_REQUIRED ACTION_. Present each line of the entries below that holds the word "صدوقی".

Saved data entries:
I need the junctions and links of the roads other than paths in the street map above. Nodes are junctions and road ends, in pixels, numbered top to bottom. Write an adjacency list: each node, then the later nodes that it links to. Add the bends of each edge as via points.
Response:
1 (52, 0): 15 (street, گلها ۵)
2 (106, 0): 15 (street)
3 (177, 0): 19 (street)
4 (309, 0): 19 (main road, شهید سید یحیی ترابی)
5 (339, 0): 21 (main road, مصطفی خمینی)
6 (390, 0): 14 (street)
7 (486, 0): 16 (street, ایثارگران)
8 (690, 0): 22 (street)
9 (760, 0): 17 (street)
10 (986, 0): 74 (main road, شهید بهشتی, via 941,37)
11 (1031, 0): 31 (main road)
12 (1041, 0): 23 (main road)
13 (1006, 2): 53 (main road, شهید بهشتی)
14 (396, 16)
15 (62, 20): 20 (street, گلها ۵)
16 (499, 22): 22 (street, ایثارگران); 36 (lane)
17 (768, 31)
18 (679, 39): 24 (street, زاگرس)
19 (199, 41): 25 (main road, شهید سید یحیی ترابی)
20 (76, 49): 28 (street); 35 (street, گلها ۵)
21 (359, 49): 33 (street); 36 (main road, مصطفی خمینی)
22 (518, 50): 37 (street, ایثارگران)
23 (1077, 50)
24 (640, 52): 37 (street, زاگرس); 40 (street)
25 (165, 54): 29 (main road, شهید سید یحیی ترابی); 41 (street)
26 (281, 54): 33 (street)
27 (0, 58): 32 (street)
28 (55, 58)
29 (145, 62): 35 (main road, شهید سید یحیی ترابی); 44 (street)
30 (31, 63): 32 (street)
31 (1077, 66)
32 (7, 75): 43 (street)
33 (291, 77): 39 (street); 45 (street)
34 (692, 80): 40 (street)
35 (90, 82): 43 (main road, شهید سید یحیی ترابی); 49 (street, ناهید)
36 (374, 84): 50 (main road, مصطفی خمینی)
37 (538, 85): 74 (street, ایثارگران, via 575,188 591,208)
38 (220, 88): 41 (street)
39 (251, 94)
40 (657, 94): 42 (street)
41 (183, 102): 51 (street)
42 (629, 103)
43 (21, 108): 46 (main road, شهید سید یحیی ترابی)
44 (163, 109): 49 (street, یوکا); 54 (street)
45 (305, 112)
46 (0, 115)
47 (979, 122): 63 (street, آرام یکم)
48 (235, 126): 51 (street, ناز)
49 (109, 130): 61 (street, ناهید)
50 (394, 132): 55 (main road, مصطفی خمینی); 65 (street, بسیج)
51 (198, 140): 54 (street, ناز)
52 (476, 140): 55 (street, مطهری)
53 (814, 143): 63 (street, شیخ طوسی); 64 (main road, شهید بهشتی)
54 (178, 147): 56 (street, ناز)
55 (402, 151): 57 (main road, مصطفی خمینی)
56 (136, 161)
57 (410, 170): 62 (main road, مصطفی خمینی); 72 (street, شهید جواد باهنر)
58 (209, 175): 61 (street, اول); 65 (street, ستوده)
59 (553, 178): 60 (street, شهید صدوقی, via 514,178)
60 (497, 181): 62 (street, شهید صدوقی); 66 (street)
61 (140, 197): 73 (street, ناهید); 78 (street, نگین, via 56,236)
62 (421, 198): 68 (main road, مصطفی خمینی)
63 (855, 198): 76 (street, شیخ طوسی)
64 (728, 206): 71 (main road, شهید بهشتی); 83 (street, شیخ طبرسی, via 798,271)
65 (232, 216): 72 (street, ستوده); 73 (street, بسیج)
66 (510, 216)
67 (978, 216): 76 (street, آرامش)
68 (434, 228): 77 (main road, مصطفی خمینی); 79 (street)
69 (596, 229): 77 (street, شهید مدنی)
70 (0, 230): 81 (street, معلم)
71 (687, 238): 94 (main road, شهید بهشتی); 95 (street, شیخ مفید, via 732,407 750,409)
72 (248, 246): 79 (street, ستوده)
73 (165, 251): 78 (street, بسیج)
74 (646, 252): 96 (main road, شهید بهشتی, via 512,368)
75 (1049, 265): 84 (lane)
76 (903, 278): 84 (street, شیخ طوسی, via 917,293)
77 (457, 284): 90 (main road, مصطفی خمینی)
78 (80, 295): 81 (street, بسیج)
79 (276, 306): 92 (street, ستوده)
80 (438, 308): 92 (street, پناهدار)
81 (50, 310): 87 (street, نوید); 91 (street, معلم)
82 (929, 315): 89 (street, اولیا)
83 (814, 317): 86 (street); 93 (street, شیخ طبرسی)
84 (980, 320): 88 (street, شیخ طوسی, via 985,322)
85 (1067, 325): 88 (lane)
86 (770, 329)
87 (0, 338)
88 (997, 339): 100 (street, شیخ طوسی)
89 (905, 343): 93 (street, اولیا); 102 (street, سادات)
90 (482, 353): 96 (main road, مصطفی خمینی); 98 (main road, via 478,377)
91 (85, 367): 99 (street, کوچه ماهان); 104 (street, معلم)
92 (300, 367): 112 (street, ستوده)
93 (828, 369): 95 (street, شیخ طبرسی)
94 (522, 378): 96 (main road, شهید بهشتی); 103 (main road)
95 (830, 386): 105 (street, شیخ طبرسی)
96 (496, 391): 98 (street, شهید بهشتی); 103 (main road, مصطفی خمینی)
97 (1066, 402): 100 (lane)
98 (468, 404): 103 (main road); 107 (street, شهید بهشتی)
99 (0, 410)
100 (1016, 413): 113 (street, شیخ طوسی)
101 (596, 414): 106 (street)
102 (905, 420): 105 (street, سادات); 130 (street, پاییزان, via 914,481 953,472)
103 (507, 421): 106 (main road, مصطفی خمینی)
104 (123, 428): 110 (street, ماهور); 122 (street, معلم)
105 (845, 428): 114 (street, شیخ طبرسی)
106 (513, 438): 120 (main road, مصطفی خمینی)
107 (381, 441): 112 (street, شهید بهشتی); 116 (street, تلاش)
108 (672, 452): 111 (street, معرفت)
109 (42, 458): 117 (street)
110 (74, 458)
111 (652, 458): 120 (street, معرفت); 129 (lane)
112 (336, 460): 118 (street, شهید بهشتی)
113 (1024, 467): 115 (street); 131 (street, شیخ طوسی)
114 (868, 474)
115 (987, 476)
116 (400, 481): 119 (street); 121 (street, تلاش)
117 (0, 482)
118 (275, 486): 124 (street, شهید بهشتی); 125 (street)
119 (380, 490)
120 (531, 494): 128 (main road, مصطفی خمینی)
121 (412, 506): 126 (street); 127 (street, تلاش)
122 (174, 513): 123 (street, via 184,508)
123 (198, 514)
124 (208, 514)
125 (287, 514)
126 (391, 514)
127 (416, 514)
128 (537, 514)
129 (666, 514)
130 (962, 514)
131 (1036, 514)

_EXERCISE SOLUTION_.
59 (553, 178): 60 (street, شهید صدوقی, via 514,178)
60 (497, 181): 62 (street, شهید صدوقی); 66 (street)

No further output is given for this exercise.